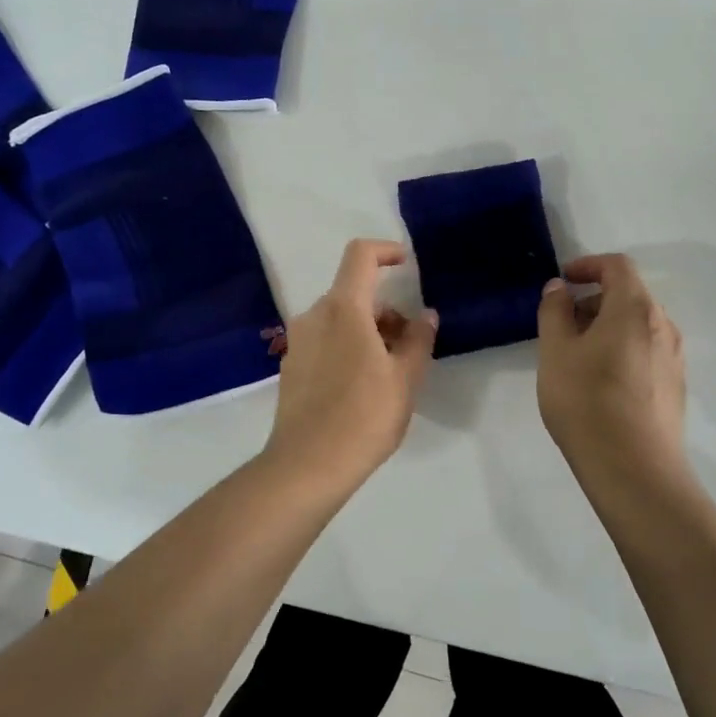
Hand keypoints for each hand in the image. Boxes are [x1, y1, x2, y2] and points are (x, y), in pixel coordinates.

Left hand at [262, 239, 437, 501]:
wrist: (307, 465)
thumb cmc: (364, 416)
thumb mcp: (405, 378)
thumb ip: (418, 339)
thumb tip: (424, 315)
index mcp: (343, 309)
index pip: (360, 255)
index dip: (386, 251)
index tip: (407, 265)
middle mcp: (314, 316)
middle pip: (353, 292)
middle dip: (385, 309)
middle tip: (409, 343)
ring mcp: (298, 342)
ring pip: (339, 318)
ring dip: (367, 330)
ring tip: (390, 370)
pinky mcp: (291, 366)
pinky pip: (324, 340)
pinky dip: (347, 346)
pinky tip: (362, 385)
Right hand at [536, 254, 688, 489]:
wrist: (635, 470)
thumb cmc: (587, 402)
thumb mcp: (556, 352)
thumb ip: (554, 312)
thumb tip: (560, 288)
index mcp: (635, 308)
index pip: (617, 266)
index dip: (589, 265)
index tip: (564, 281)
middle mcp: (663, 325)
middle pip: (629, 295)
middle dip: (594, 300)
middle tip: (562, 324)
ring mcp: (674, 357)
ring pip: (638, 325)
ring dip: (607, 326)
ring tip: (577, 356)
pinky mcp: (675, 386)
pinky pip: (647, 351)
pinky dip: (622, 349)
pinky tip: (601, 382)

---

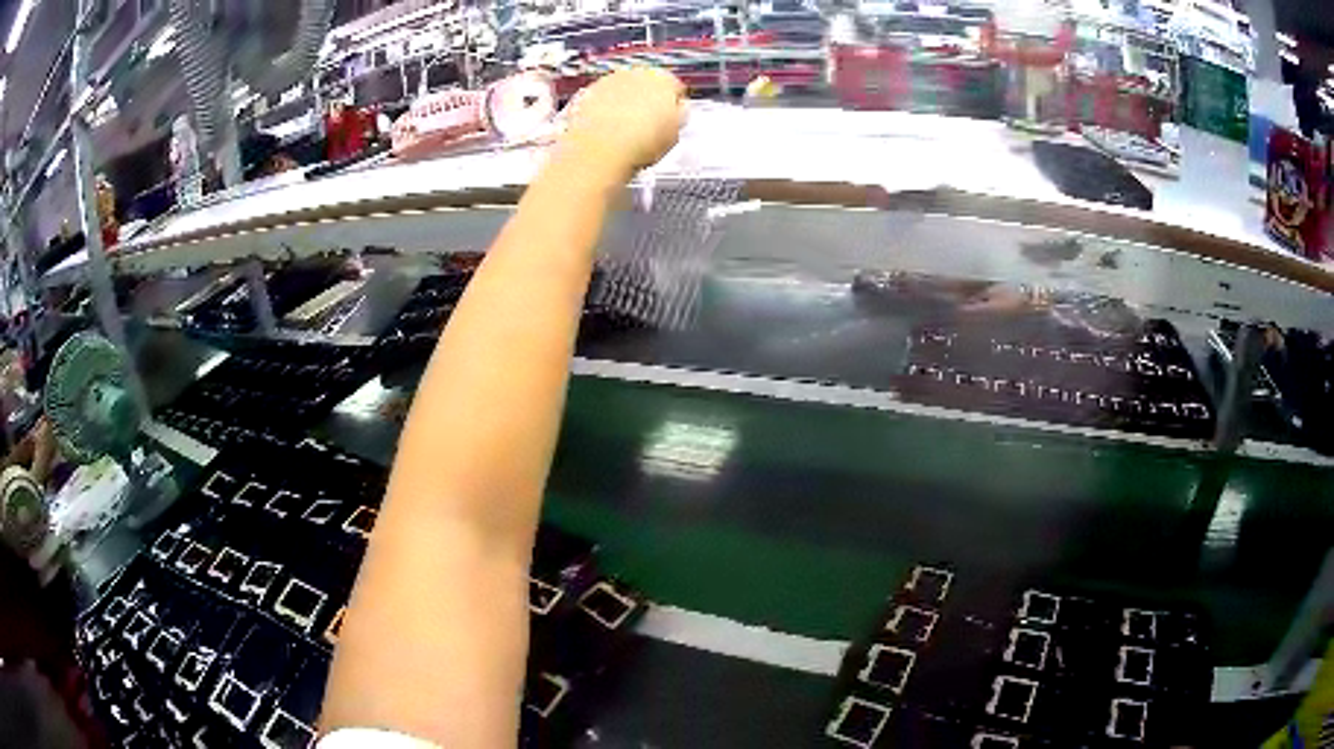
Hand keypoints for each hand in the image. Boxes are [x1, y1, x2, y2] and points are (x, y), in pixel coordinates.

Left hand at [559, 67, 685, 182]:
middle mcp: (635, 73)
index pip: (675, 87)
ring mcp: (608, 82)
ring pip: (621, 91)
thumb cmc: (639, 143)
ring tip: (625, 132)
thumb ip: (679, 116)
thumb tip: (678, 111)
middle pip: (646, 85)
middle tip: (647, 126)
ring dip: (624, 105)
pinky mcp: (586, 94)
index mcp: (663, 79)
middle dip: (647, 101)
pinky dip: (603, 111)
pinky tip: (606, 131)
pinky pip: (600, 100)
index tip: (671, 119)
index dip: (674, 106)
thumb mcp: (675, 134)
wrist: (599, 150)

---

• EXERCISE INSTRUCTIONS
The range runs from the line with "index pip: (675, 87)" up to and including the line with "wrist: (599, 150)" in the listing above; please write out exactly those lines and nothing more.

• RESULT OF THE EXERCISE
index pip: (675, 87)
ring mcp: (608, 82)
ring pip: (621, 91)
thumb cmc: (639, 143)
ring tip: (625, 132)
thumb ip: (679, 116)
thumb tip: (678, 111)
middle pip: (646, 85)
middle tip: (647, 126)
ring dip: (624, 105)
pinky mcp: (586, 94)
index mcp: (663, 79)
middle dip: (647, 101)
pinky dip: (603, 111)
pinky tip: (606, 131)
pinky pip: (600, 100)
index tip: (671, 119)
index dip: (674, 106)
thumb mcp: (675, 134)
wrist: (599, 150)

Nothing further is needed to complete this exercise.